Aku masih saja menatap seonggok biru langit yang masih kutaruh rapi di kamarku. Tentu saja tanpa sepengatahuan pacarku. Aku menyudutkan pikir. Memandang ke angin mendayu dan ke rasa tak terjamah. Bisik-bisik alam seakan mengataiku. Desir angin seakan melototiku. Pekik binatang malam seakan menghujatku. Aku seakan dikepung rasa bersalah. Bersalah karena mencuri seonggok biru langit dari hutan mencekam di negeri seberang. Bersalah karena menyimpan seonggok biru langit di kamarku, tanpa sepengetahuan pacarku yang sebentar lagi menjadi isteriku. Iya, pacarkan akan menjadi isteriku dan tinggal di kamar ini bersamaku. Terus bagaimana jika dia melihat seonggok biru langit ini di kamarku?. Betapa murkanya dia terhadapku jikalau dia melihat semua ini. Iya, aku harus mengembalikan seonggok biru langit ini. Mengembalikannya ke hutan mencekam di negeri seberang.
Aku berjalan menyelinap dalam gelap. Tanganku masih memegang seonggok biru langit yang bernafas sedikit mangap. Gerimis malam memercikan dunia mistis. Aku terus saja berjalan. Menunggu pendekar-pendekar itu tertidur, dan menunggu pacarku terlelap, kemudian terus berjalan membawa seonggok biru langit. Hutan mencekam adalah tujuanku. Akan kuletakkan kembali seonggok biru langit di sana dengan terpaksa. Sepi. Dan sangat sepi sepertinya. Aku menelusuri jalan setapak.
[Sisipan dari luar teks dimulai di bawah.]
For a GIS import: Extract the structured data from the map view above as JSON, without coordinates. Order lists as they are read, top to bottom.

Terus berjalan tanpa melepas seonggok biru langit. Dan aku tersentak kaget. Obor-obor itu mendekat. Iya, kerumunan pendekar-pendekar itu berlari ke arahku. Nampak juga disana pacarku. Iya, pacarku disana bersama mereka. Bersama pendekar-pendekar itu yang akan menghakimiku dengan sangat tidak adil. Aku berlari. Berlari sangat kencang. Meninggalkan seonggok biru langit ditengah jalan. Tanganku yang takut melepas seonggok biru langit begitu saja. Aku lari selarinya. Aku bersembunyi disebuah bukit setan. Iblis-iblis gentayangan sepertinya melindungiku. Aku menatap ke arah kerumunan obor itu dari puncak bukit setan. Mereka mengerumuni seonggok biru langit yang kulepas di jalan.
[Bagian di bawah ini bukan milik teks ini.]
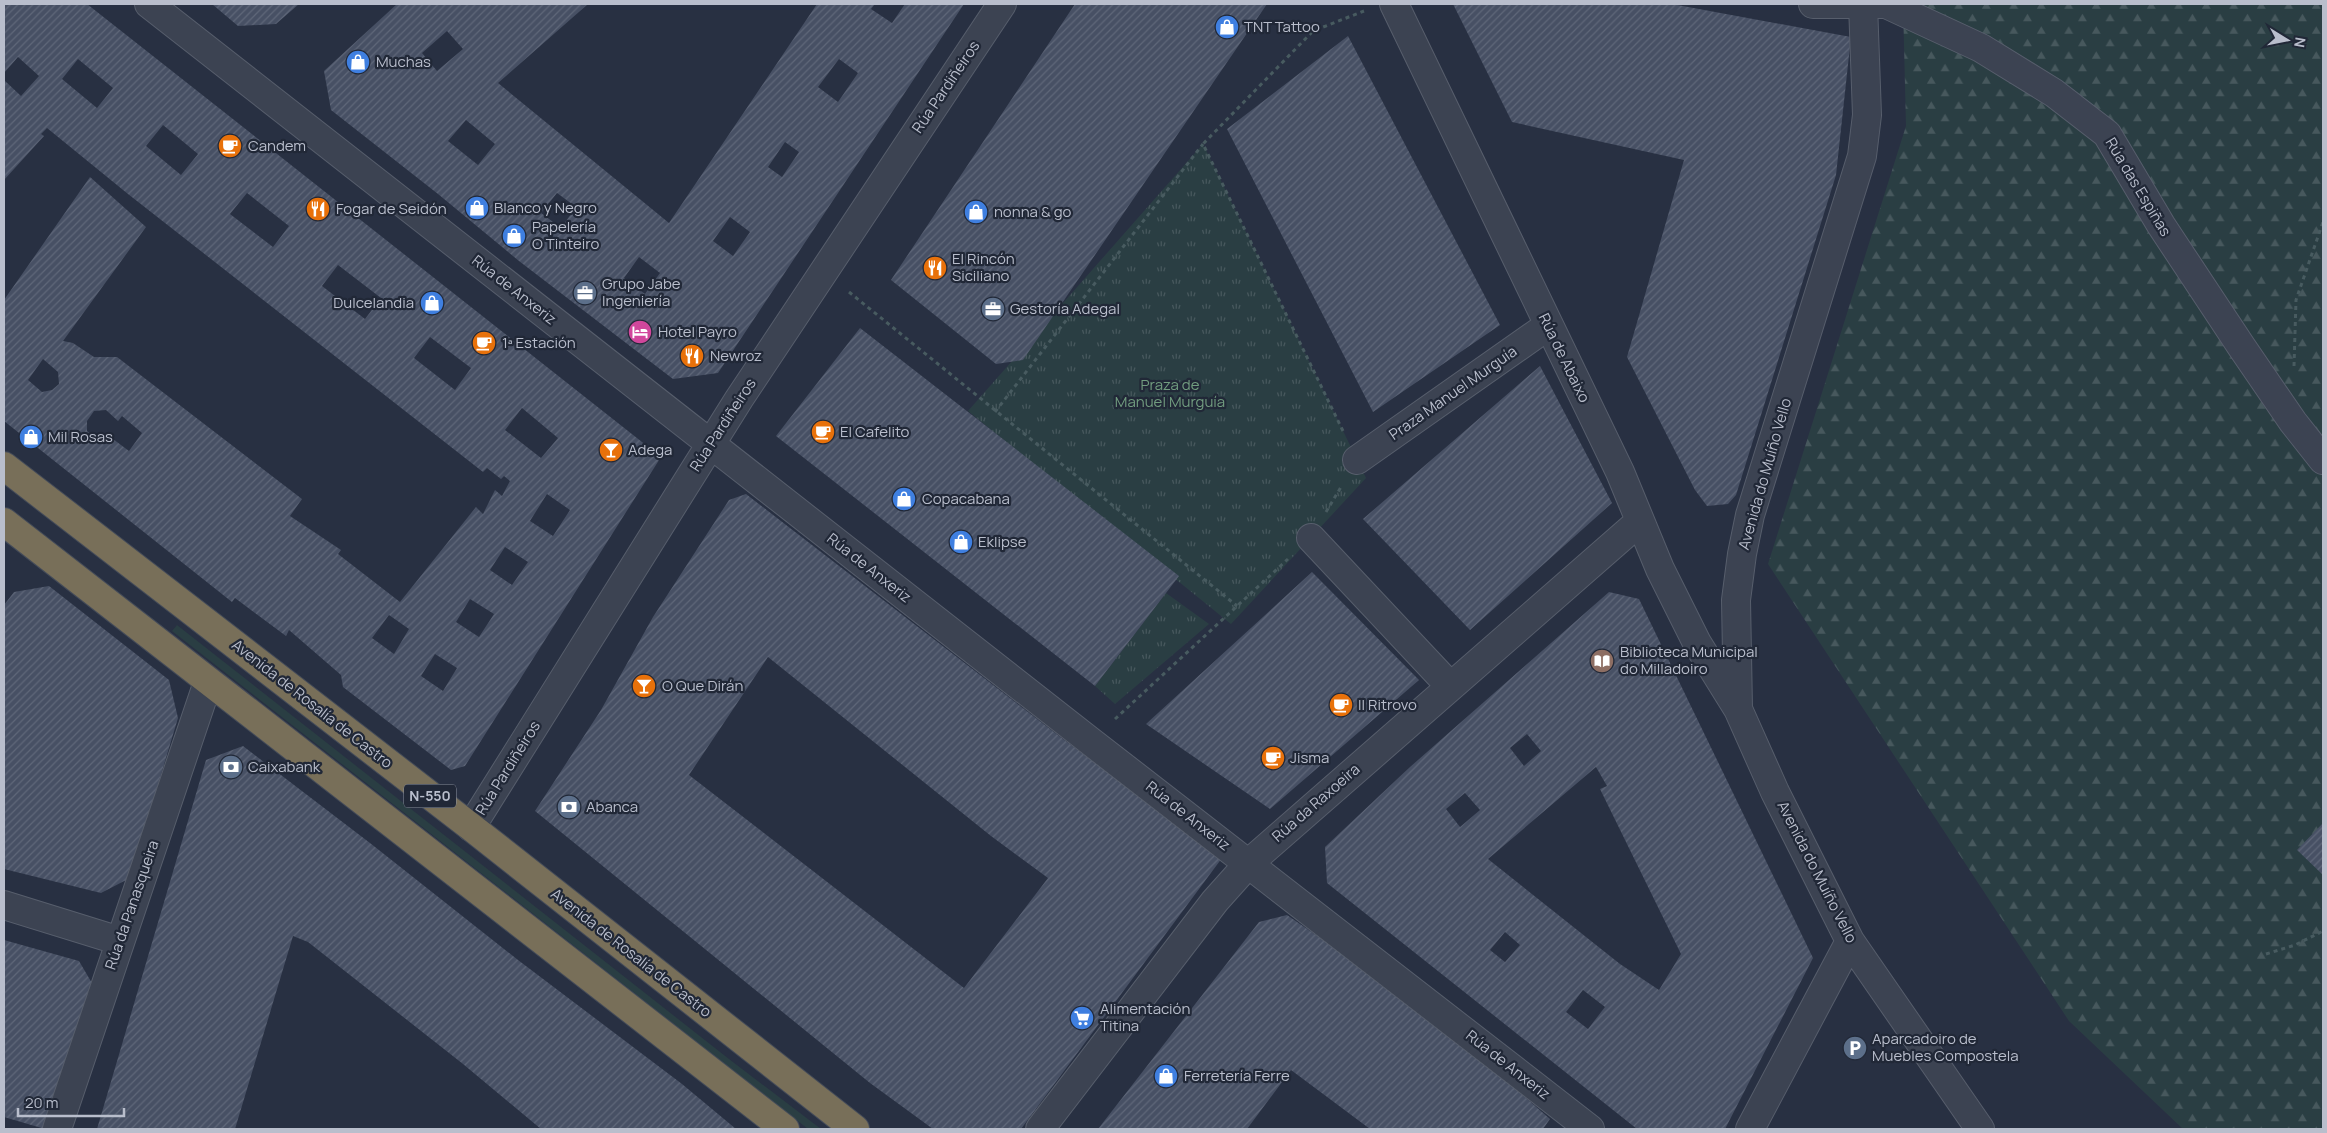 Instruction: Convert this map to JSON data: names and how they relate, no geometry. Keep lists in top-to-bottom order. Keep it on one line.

”Wah, ini ya seonggok biru langit itu?”. Desus salah seorang pendekar dari telaga mayat.
”Indah ya?”. timpal seorang pendekar dari bukit serigala.
”Mana cahayanya?”. Timpal pacarku penasaran.
“Iya, mana cahayanya?”. Yang lain ikut menimpali.
“Wah, cahayanya sudah hilang”. Seorang pendekar dari hutan kobra berucap sambil mengacungkan obor ke arah seonggok biru langit.
“Iya, cahayanya sudah hilang, sepertinya cahayanya sudah diambil pencuri dari negeri seberang itu”. Timpal pendekar dari gunung macan hijau.
“Ah, percuma. Sudah tidak ada cahayanya lagi”. Lirih pendekar dari telaga mayat sambil berbalik meninggalkan seonggok biru langit itu. Pendekar-pendekar yang lain pun secara bergantian meninggalkan seonggok biru langit itu. Dan tinggallah seonggok biru langit di tepi jalan.
Pekat malam mematrikan sepi. Aku turun dari bukit setan dan mendekati seonggok biru langit. Seonggok biru langit mendesah dengan kedatanganku. Memelas dan merintih. Sepertinya mengaharap iba dariku yang merenggut cahayanya. Aku memungut seonggok biru langit dan membawannya kembali ke rumahku. Ke kamarku.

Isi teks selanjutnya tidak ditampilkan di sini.